The Court of Appeals for the Tenth Circuit held that, despite the easement’s express language to the contrary, the street remained a public forum because “it forms part of the downtown pedestrian transportation grid, and it is open to the public” and therefore “shares many of the most important features of sidewalks that are traditional public fora.” Id. at 1124. The Court further explained that “the use of this property, which is similar to a traditional public sidewalk, is compatible with expressive activities.” Id. at 1128. Thus, it concluded that, “[i]n retaining the easement, the City not only retained the most important functions of the property, but also the functions most often associated with speech activities.” Id. at 1131.

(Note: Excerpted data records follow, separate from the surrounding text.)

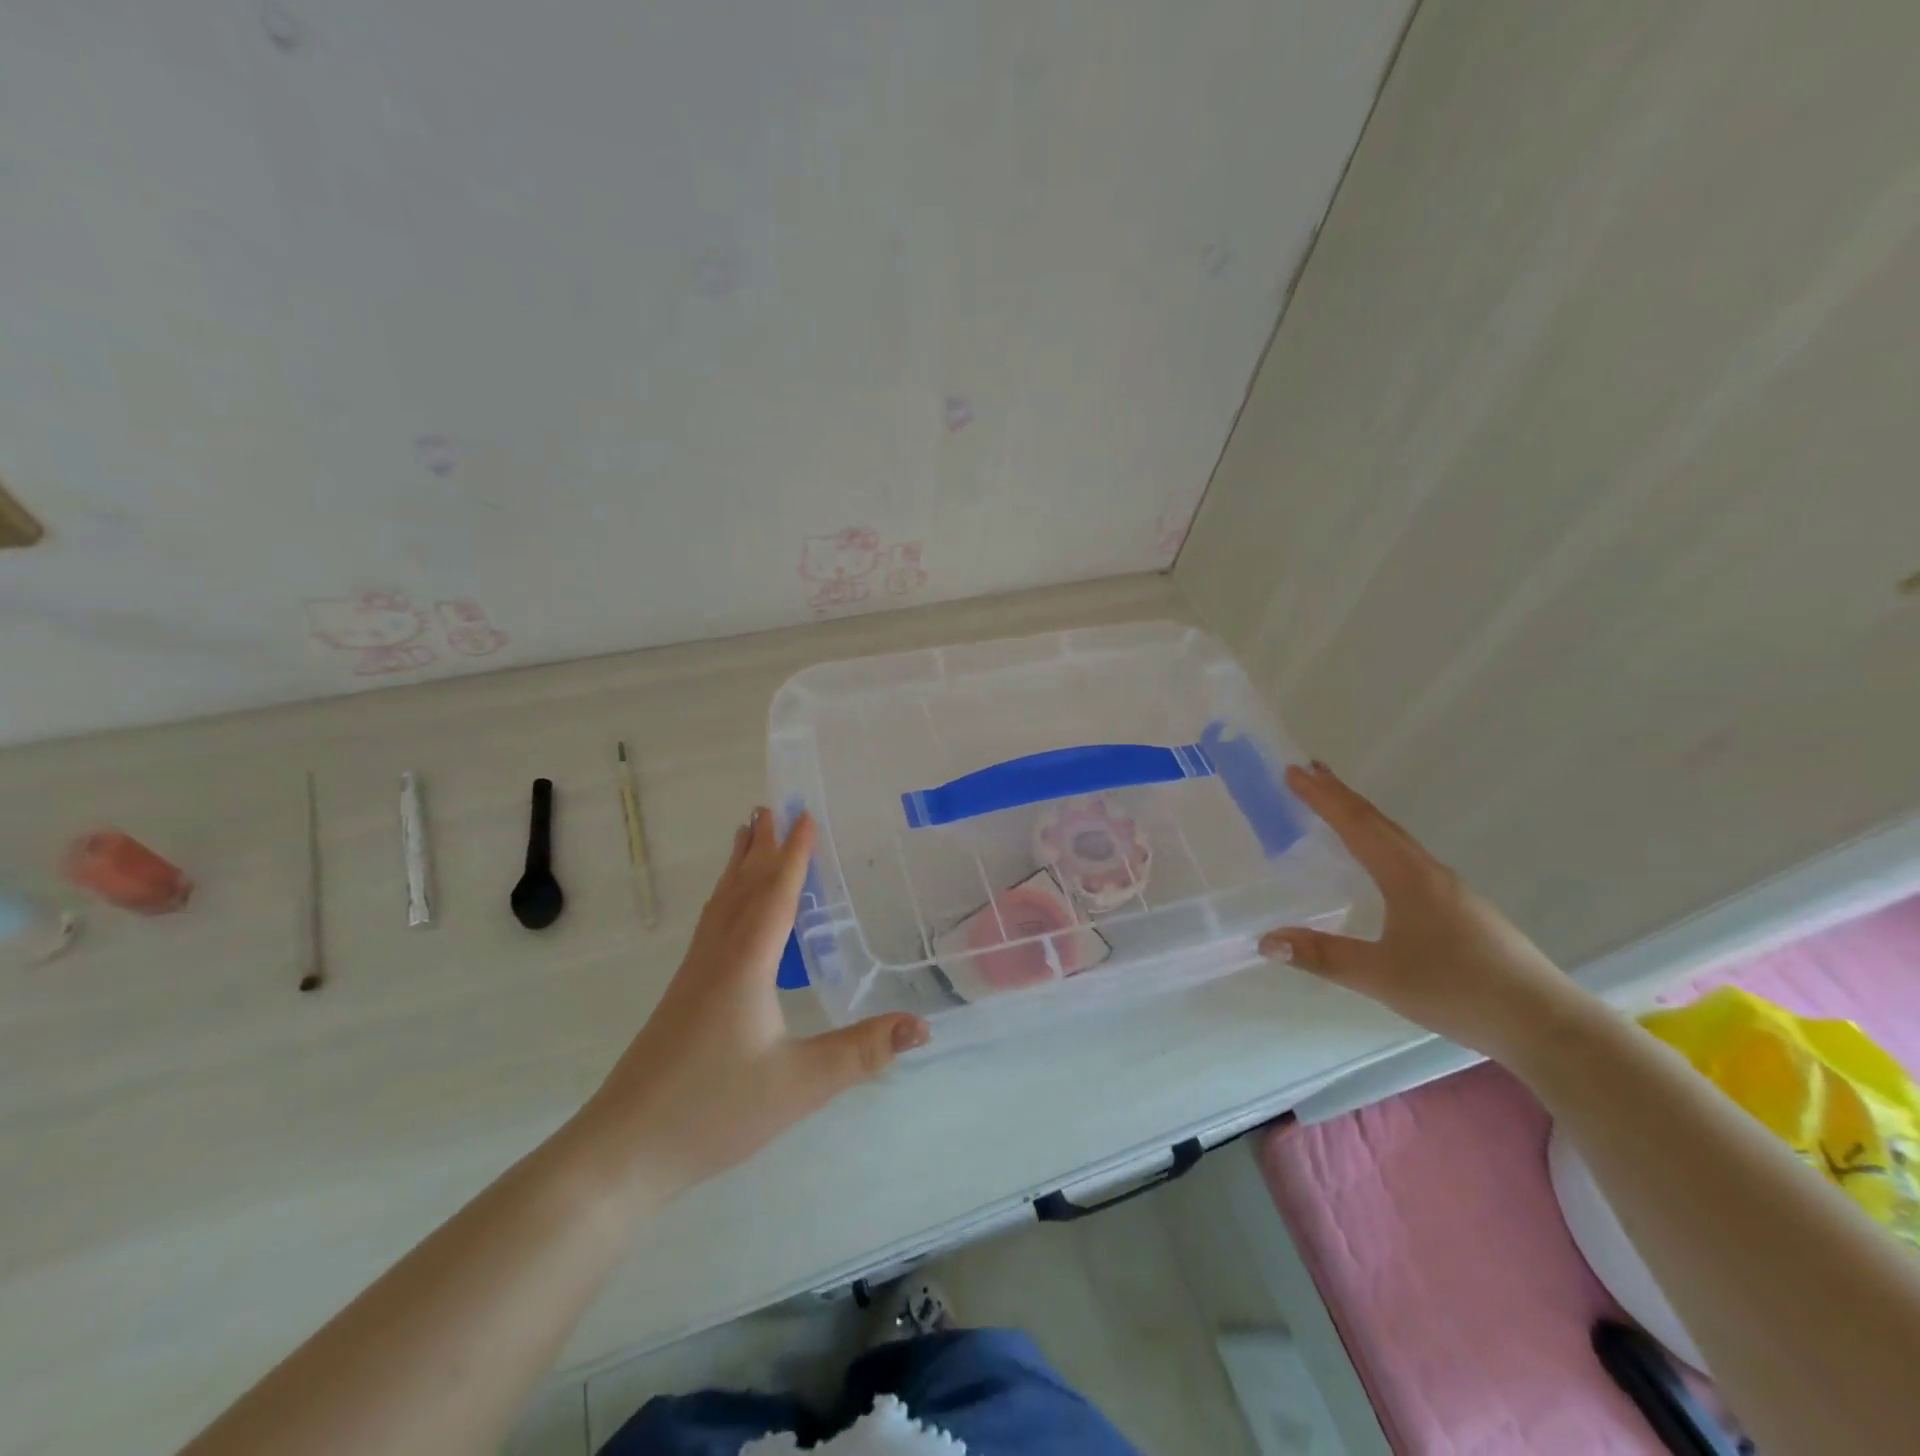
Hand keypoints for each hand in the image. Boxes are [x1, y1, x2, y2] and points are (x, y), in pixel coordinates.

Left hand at [578, 809, 929, 1198]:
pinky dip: (727, 897)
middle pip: (743, 887)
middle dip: (761, 845)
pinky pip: (711, 924)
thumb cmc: (713, 1110)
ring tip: (746, 834)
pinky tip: (728, 910)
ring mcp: (693, 975)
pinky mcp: (682, 995)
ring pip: (721, 904)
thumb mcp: (800, 1083)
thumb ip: (862, 1052)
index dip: (794, 854)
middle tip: (772, 805)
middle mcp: (717, 957)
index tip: (804, 814)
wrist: (622, 1151)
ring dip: (739, 865)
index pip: (776, 895)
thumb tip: (922, 1025)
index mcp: (746, 964)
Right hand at [1259, 762, 1593, 1062]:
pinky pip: (1408, 858)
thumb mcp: (1382, 977)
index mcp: (1408, 877)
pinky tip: (1378, 860)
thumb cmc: (1460, 991)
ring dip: (1362, 818)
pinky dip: (1380, 842)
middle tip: (1309, 773)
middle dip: (1341, 796)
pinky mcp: (1461, 908)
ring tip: (1336, 807)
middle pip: (1378, 823)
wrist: (1547, 1024)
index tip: (1294, 771)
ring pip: (1396, 839)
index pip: (1357, 826)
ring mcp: (1450, 889)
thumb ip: (1322, 956)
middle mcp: (1429, 872)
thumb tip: (1265, 940)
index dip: (1323, 798)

Similarly, in United Church of Christ v. Gateway Economic Development Corporation of Greater Cleveland, Inc., 383 F.3d 449 (6th Cir. 2004), the Sixth Circuit Court of Appeals held that the privately owned sidewalk outside of the Gateway Sports Complex constituted a public forum. The sidewalk, which encircles the complex, is owned by a private entity that retains the right to exclude “all persons from using the Gateway Sidewalk . . . to solicit, advertise, or protest.” Id. at 451.

The Court emphasized in its holding that there are “two key reasons” why the Gateway Sidewalks constitute a public forum: because it “blends into the urban grid, borders the road, and looks just like any public sidewalk” and is “made of the same materials and share the same design” as the public sidewalk; and because “like its publicly owned counterparts, [it] also is a public thoroughfare” and “contributes to the City’s downtown transportation grid.” Id. at 452. In sum, the Court concluded that the Gateway Sidewalk “differs from those sidewalks that have not been held to be public because it is fully integrated into the downtown and indistinguishable from its adjoining publicly owned sidewalk both physically and in its intended use.” Id. at 453. See also The World Wide Street Preachers’ Fellowship v. Reed, 2006 U.S.Dist. LEXIS 4763, *20 (M.D. Pa. 2006) (holding that a privately owned sidewalk constituted a public form because it was “contiguous with the other portions of the sidewalk”).

Conversely, courts have held that privately owned streets and sidewalks do not constitute public fora for First Amendment purposes when the public does not have the right to unrestricted passage on the street or sidewalk, and the street or sidewalk was readily distinguishable from other publicly owned thoroughfares. For example, in Gibbons v. Texas, 775 S.W.2d 790 (Tex. App. 1989), the Texas Court of Appeals held that a church-owned street was not a public forum. The street in Gibbons was bordered on both sides by church property, and the “church retain[ed] control of the privately owned street at all times and reserve[d] the right to close it off to the public at any time.” Id. at 793. In S.O.C., Inc. v. The Mirage Casino-Hotel, 117 Nev. 403 (Nev. 2001), the Supreme Court of Nevada determined that privately-owned sidewalks on the property of two Mirage Resorts were not public forums.

Both sets of sidewalks in that case contained signs posted at various points indicating that they are private property; one sidewalk also was constructed of wooden planks consistent with the theme of the casino, was elevated off the ground, and was separated from the road by a parallel publicly owned sidewalk, while the other sidewalk ran along the interior driveway of the casino and bordered the casino’s water attraction.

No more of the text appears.